REQUIRED WORK: Filter the records, keeping every line that has the string "فرهنگ".

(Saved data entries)
# # # #

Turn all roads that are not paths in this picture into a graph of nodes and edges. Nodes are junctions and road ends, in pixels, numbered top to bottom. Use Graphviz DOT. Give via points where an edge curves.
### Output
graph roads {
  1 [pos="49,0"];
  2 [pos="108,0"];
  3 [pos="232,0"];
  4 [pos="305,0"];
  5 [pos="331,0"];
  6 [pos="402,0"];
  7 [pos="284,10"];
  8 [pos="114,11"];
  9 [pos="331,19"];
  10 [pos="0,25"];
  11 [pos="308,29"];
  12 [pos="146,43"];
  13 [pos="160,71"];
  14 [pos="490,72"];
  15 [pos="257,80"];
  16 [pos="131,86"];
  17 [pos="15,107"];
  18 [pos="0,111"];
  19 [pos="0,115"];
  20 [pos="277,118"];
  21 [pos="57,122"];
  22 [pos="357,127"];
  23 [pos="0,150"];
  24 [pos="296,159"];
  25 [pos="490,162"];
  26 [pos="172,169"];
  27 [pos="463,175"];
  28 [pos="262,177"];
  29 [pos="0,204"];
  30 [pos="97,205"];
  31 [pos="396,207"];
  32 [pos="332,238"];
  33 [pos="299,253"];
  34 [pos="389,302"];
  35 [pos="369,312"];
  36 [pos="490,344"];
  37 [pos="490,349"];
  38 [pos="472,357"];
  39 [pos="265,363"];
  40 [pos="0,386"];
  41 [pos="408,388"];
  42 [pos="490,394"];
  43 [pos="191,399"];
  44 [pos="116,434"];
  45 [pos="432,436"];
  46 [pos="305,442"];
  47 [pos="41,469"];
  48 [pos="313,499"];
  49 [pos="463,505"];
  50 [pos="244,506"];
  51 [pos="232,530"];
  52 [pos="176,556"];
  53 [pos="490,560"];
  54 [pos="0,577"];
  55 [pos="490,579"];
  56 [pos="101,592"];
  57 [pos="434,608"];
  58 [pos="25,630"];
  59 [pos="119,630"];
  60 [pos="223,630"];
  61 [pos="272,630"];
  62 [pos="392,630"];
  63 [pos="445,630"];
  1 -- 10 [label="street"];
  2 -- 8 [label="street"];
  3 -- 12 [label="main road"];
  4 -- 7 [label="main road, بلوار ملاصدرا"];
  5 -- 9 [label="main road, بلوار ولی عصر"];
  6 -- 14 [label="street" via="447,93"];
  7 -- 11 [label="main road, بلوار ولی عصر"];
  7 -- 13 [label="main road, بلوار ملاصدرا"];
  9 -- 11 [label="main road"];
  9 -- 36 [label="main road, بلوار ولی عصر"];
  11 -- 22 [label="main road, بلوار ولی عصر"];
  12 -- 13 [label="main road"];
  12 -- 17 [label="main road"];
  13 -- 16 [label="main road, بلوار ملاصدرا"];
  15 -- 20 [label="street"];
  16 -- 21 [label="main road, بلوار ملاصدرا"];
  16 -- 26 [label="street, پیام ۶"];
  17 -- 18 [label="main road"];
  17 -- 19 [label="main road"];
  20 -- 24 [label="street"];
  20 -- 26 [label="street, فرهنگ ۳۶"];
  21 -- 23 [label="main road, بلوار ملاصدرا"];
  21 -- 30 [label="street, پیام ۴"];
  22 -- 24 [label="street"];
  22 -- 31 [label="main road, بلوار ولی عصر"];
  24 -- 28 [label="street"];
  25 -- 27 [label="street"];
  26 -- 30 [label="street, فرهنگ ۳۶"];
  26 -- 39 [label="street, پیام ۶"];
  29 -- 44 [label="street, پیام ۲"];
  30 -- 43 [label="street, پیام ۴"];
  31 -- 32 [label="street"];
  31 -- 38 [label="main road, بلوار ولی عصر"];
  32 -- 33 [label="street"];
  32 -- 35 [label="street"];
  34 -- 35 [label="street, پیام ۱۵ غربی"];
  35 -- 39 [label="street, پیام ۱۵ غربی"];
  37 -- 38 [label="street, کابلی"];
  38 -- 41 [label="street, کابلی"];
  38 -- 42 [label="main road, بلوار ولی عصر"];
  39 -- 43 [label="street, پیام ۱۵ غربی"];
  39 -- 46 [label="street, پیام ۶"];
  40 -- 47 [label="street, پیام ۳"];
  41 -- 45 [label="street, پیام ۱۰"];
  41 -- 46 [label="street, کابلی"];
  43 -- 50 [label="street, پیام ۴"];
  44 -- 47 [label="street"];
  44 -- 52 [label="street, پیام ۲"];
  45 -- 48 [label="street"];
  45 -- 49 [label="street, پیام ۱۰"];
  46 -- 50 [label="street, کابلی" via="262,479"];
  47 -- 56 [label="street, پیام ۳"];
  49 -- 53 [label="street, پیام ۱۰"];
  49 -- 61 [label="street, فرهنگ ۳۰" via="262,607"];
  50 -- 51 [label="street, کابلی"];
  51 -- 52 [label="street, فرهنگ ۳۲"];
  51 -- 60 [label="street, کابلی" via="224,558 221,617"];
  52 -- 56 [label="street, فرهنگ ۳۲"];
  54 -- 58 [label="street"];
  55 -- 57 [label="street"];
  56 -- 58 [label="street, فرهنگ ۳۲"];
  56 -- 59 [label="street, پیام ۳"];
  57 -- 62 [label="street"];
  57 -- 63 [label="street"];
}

# # # #

REPLY TO THE EXERCISE:
  20 -- 26 [label="street, فرهنگ ۳۶"];
  26 -- 30 [label="street, فرهنگ ۳۶"];
  49 -- 61 [label="street, فرهنگ ۳۰" via="262,607"];
  51 -- 52 [label="street, فرهنگ ۳۲"];
  52 -- 56 [label="street, فرهنگ ۳۲"];
  56 -- 58 [label="street, فرهنگ ۳۲"];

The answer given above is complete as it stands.